Frame and code objects
There are a lot of code and frame objects in the example above. Why do we need them?
In short, each code object stores a block of compiled code, furthermore frame object represents a call stack. In Python, the most popular block is a function. Every function definition creates a code object, and every function execution requires a unique frame object, where Python stores local variables. Apart from local variables, each frame object may allocate tens of auxiliary objects.
From where do all these allocations come?
Python has a very dynamic nature which comes at a cost.

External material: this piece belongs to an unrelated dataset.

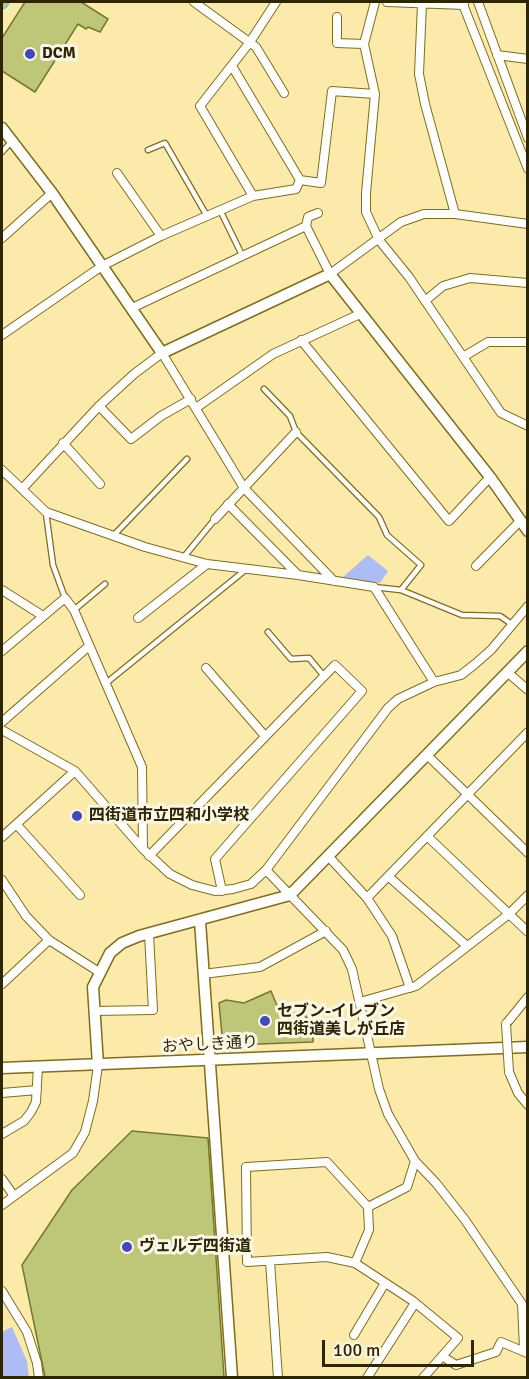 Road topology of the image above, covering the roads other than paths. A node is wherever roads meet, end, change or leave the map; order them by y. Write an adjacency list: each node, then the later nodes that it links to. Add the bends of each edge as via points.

In order to support many features at runtime, it allocates a lot of auxiliary objects.
For example, I found out that a simple function definition allocates at least five dictionaries, five tuples, and four lists that live until the end of a Python process. In turn, all these objects allocate its members, e.g., integers, floats, and strings. An ordinary class definition may allocate hundreds of container objects. Unfortunately, it's hard to tell precise numbers since I didn't find an easy way to measure it automatically.
To speed up and provide fast performance when allocating objects, Python has a variety of optimizations that improve object allocation.
Sometimes it's good to know how many unnecessary (for a Python user) but interesting details Python hides from us.